Some breast cancer cells have on their surface some proteins called human epidermal growth factor receptor 2 (HER2) that help them grow. These are called HER2-positive (HER2+) breast cancers. These types of breast cancer tend to be more aggressive and fast-growing than other breast cancers. Therefore, many patients with HER2+ breast cancers have an advanced stage. This means that the cancer has spread to the lymph nodes or to other tissues and organs (mBC). Also, these types of breast cancer are less likely to respond to therapy. However, treatments that specifically target the HER2 proteins on the surface of the cancer cells are very effective. The standard treatment for women with HER2+ mBC is trastuzumab (Herceptin) alone, or in combination with chemotherapy drug docetaxel (Taxotere).
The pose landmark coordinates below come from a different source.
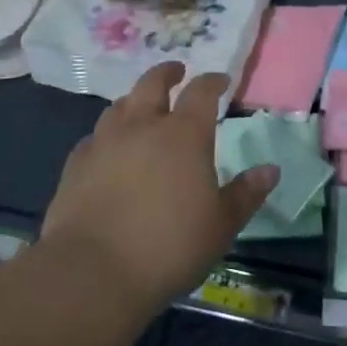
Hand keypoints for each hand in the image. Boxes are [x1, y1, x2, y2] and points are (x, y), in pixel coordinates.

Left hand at [41, 63, 277, 314]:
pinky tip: (108, 149)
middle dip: (167, 73)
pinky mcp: (76, 165)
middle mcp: (143, 126)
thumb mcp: (221, 226)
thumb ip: (245, 194)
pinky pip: (94, 138)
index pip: (201, 92)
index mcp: (184, 134)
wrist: (91, 273)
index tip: (221, 80)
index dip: (213, 81)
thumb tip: (271, 170)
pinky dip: (107, 135)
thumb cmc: (169, 247)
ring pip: (120, 106)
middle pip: (152, 83)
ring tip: (142, 107)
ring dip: (135, 100)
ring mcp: (104, 143)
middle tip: (177, 72)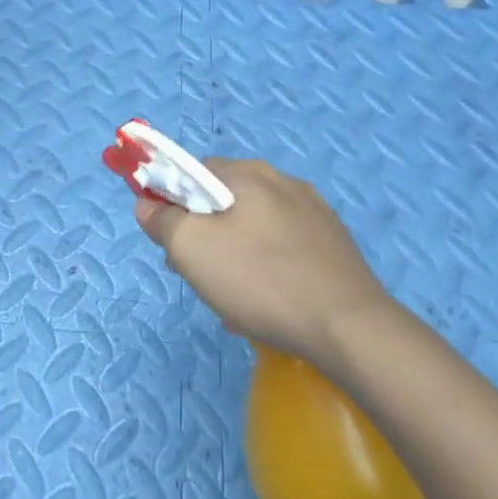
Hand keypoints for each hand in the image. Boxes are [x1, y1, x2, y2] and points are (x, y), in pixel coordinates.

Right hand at [134, 158, 389, 361]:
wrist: (349, 328)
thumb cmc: (260, 280)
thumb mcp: (190, 248)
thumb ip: (161, 219)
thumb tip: (147, 204)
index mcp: (248, 173)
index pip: (192, 170)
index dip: (171, 200)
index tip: (168, 238)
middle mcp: (283, 181)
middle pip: (222, 200)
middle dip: (202, 233)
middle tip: (198, 273)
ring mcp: (314, 212)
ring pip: (252, 226)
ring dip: (233, 254)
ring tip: (234, 298)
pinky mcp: (334, 244)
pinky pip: (282, 247)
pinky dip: (266, 267)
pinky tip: (268, 303)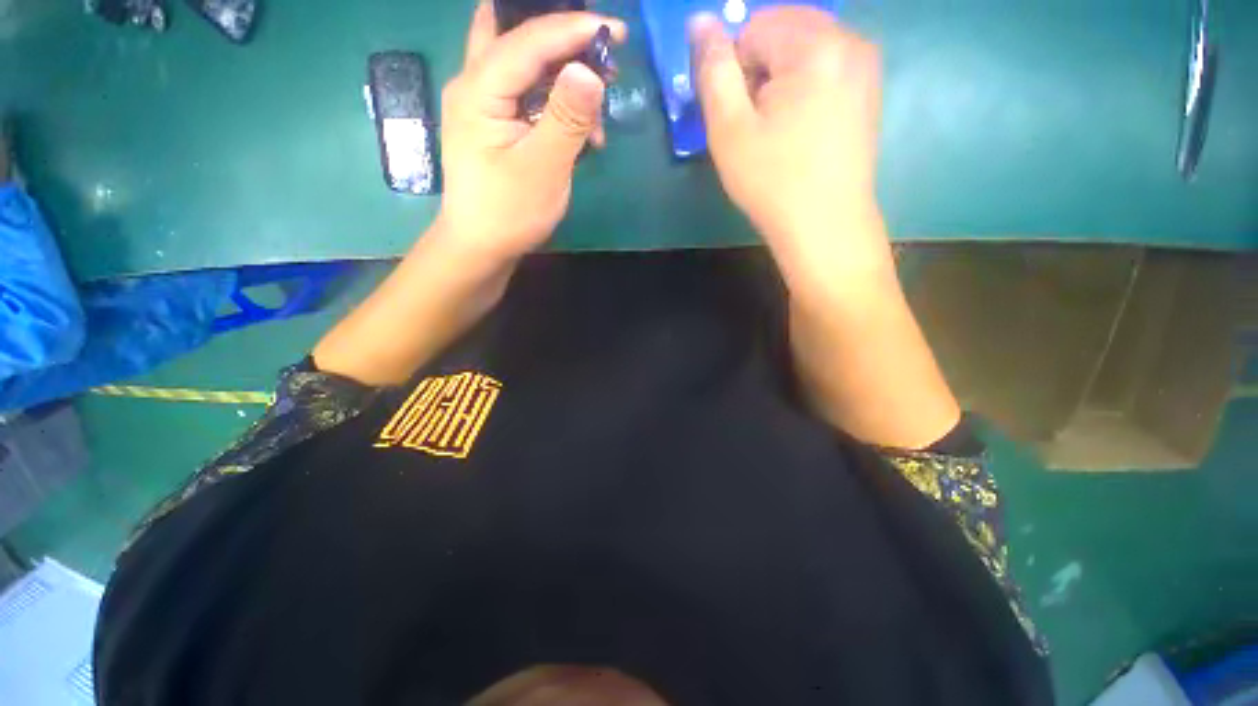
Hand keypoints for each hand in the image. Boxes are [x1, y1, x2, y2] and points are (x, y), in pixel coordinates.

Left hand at [437, 3, 626, 261]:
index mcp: (479, 90)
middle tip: (599, 50)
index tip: (617, 31)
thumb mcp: (543, 169)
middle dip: (560, 37)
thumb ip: (566, 119)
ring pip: (524, 64)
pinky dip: (556, 102)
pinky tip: (581, 130)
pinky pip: (527, 95)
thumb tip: (590, 71)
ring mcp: (483, 105)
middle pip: (515, 35)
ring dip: (562, 72)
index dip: (574, 29)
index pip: (528, 39)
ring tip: (598, 98)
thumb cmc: (509, 213)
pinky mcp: (495, 124)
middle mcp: (475, 85)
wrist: (481, 247)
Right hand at [690, 9, 887, 273]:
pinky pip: (825, 69)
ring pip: (803, 51)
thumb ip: (713, 70)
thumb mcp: (729, 130)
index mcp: (816, 45)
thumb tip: (700, 21)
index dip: (736, 71)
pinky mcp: (869, 90)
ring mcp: (866, 66)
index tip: (739, 116)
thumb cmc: (772, 182)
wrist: (824, 226)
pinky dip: (803, 89)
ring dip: (780, 81)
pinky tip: (800, 130)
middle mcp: (850, 41)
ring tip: (778, 130)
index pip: (754, 27)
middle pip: (783, 31)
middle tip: (756, 123)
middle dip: (760, 70)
Pertuzumab (Perjeta) is a drug newly approved by the U.S. FDA for the treatment of patients with HER2+ mBC in combination with trastuzumab and docetaxel. It works by binding to the HER2 proteins on the surface of the cancer cells and helps destroy them, killing the cancer cells in the process. 

808 women with HER2+ mBC were included in this study. Patients were randomly assigned to receive either the combination pertuzumab, trastuzumab and docetaxel (pertuzumab group – 402 patients) or placebo (a substance with no medical effect, used as control in testing new drugs), trastuzumab and docetaxel (placebo group – 406 patients) every three weeks. The main parameters evaluated were progression-free survival or PFS (the percentage of patients who have survived for a defined period of time, without progression of their cancer) and overall survival or OS (defined as the percentage of patients who have survived for a certain period of time after treatment), as well as side effects to the treatment.
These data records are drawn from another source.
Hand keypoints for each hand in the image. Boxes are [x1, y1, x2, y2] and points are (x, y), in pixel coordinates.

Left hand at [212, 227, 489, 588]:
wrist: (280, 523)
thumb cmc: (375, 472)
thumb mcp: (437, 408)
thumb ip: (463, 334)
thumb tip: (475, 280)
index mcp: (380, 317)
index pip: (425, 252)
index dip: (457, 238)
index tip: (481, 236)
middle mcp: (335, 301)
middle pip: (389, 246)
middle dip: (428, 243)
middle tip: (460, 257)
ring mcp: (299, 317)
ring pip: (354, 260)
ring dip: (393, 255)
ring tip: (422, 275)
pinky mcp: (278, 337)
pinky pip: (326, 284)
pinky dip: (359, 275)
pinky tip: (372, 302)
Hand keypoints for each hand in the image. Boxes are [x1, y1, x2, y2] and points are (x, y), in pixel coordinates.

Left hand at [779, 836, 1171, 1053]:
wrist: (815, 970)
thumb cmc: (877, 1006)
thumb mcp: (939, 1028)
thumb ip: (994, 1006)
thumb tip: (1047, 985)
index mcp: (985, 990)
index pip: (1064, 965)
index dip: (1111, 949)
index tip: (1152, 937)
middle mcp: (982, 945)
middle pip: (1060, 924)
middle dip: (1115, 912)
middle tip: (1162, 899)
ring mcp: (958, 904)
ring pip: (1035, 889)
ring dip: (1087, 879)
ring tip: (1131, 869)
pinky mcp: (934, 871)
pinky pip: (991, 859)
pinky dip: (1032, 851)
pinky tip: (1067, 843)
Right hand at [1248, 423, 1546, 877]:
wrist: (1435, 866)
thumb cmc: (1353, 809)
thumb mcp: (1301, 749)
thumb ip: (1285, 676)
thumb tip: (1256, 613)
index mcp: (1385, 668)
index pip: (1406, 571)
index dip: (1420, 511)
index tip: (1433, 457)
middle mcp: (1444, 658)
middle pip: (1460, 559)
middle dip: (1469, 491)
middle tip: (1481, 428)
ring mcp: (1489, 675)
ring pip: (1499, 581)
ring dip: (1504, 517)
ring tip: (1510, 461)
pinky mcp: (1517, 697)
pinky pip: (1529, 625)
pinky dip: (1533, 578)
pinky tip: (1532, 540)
After approximately 2.5 years of follow up, the average PFS was 12.4 months in the placebo group, compared to 18.7 months in the pertuzumab group. Also, OS was 34% longer in the pertuzumab group than in the placebo group. However, more patients in the pertuzumab group reported side effects compared to the placebo group (36% versus 29%). The most common side effects reported by both groups were diarrhea, hair loss, nausea, risk of infection and tiredness.  

In summary, the addition of pertuzumab to trastuzumab and docetaxel therapy showed a significant survival benefit for patients with HER2+ mBC.

This trial served as grounds for the approval of pertuzumab in combination with trastuzumab and docetaxel for the treatment of patients with HER2+ mBC.

This study was funded by Roche, the manufacturer of Perjeta.